Autour de ces phrases, le reste du dossier reprend sa place : neurochirurgie sans complication, antécédents rénaux et cardiaques, équipement jugé inadéquat, mort le 25 novembre 2020, crise cardiorespiratoire et œdème pulmonaire, agonie de plusieurs heures selon des experts, rapport de 2021 sur l’abandon et les signes ignorés, sept soignants jugés, peine maximale de 25 ans, procès jusqu’en octobre vraisemblablement.

En une phrase

Deux membres de la commission médicale ont dit mardi que le sevrage et l’état confusionnel interdisaient la convalescence à domicile organisée à Tigre.

La Portée D’Une Formule : « Pas Dans Son État Normal »

Les formules courtes voyagent plus vite que les rapports. « Pas dans son état normal » en est une. Elle résume, pour le public, ce que le psychiatre et l’interniste ont développé. Elle dit l’écart entre l’image d’un convalescent rentrant se reposer et la réalité clinique décrite à la barre : confusion, sevrage, agitation, tentatives de fugue.

Dans un procès, une formule n’est pas une preuve à elle seule. Elle oriente pourtant l’attention. Elle force à regarder le moment de la sortie. Elle empêche de traiter le domicile de Tigre comme une simple commodité. Elle remet le patient, tel que les experts le décrivent, au centre, avant le mythe, avant le souvenir du terrain.

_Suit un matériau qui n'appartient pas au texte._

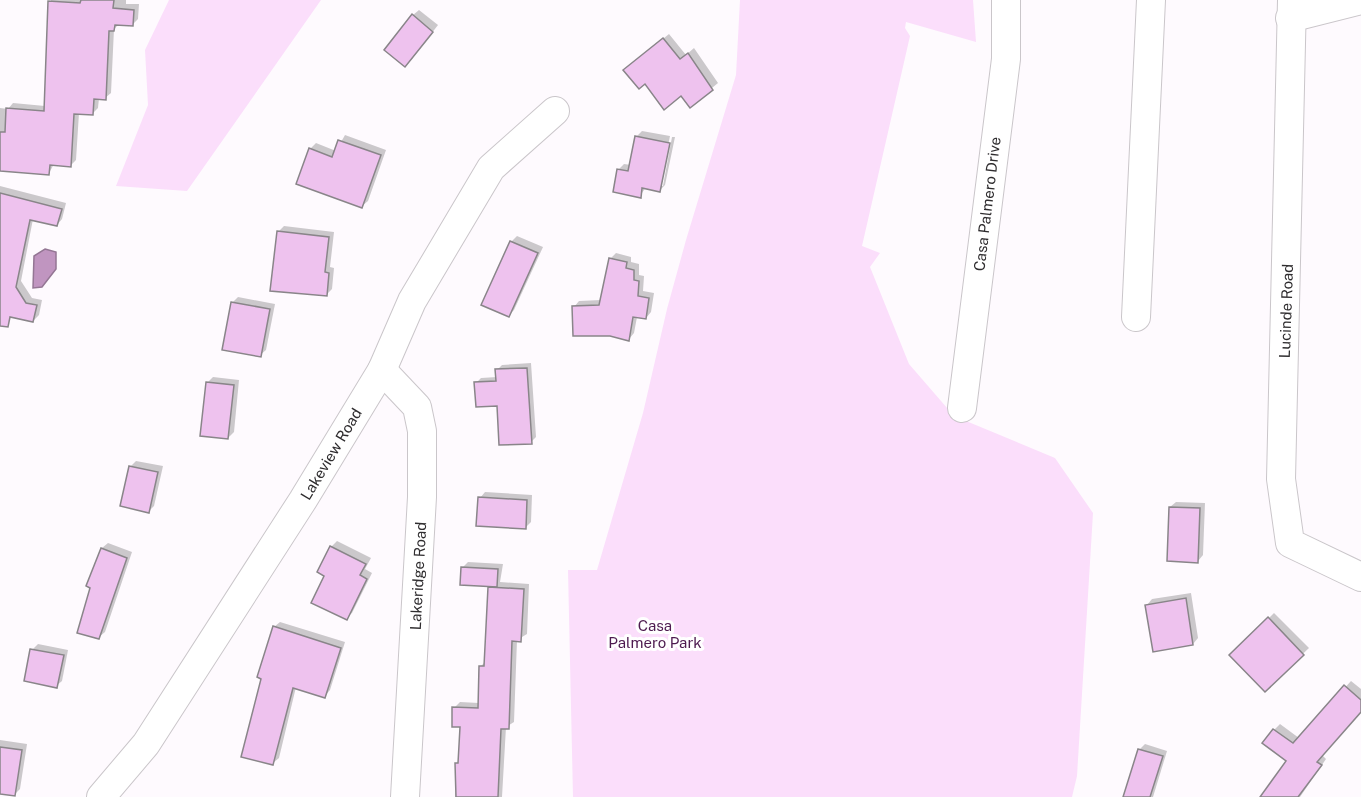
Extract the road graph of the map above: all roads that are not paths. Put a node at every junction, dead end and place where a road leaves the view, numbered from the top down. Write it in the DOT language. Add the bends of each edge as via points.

C’est peut-être là l’effet le plus net de cette 38e journée : ramener une icône à la condition d’un malade difficile à gérer, pour lequel une institution était, selon deux spécialistes de la commission, le seul cadre indiqué.

Après Mardi, Le Procès Continue

Rien, dans cette audience, ne clôt le débat. Les sept professionnels de santé restent jugés. La qualification de négligences fatales reste l’objet du procès. La peine encourue reste lourde. Octobre reste l’horizon probable. D’autres voix s’exprimeront. D’autres lectures du même dossier seront opposées.

Ce que mardi a fixé, c’est une convergence entre deux experts de la commission : le psychiatre Covelli et l’interniste Larrea. Même constat sur l’état. Même refus du domicile comme solution adaptée. Même appel à l’institution ou à la réhabilitation. Même écart nommé entre le mot « hospitalisation » et la pratique d’un suivi à la maison.

Pour un pays qui a vécu cette mort comme un deuil collectif, ces phrases cliniques ont une résonance particulière. Elles ne racontent pas un match. Elles racontent une sortie d’hôpital, une maison louée, un sevrage, une confusion, puis une matinée de novembre. Le tribunal, lui, devra dire ce que le droit retient de ce récit médical.

En attendant, le dossier reste suspendu à cette tension devenue désormais explicite à l’audience : un patient que deux experts décrivent comme impropre à la sortie, un dispositif présenté comme une hospitalisation à domicile, et une issue fatale dans une maison de Tigre que le procès continue d’examiner, jour après jour, jusqu’à la décision finale.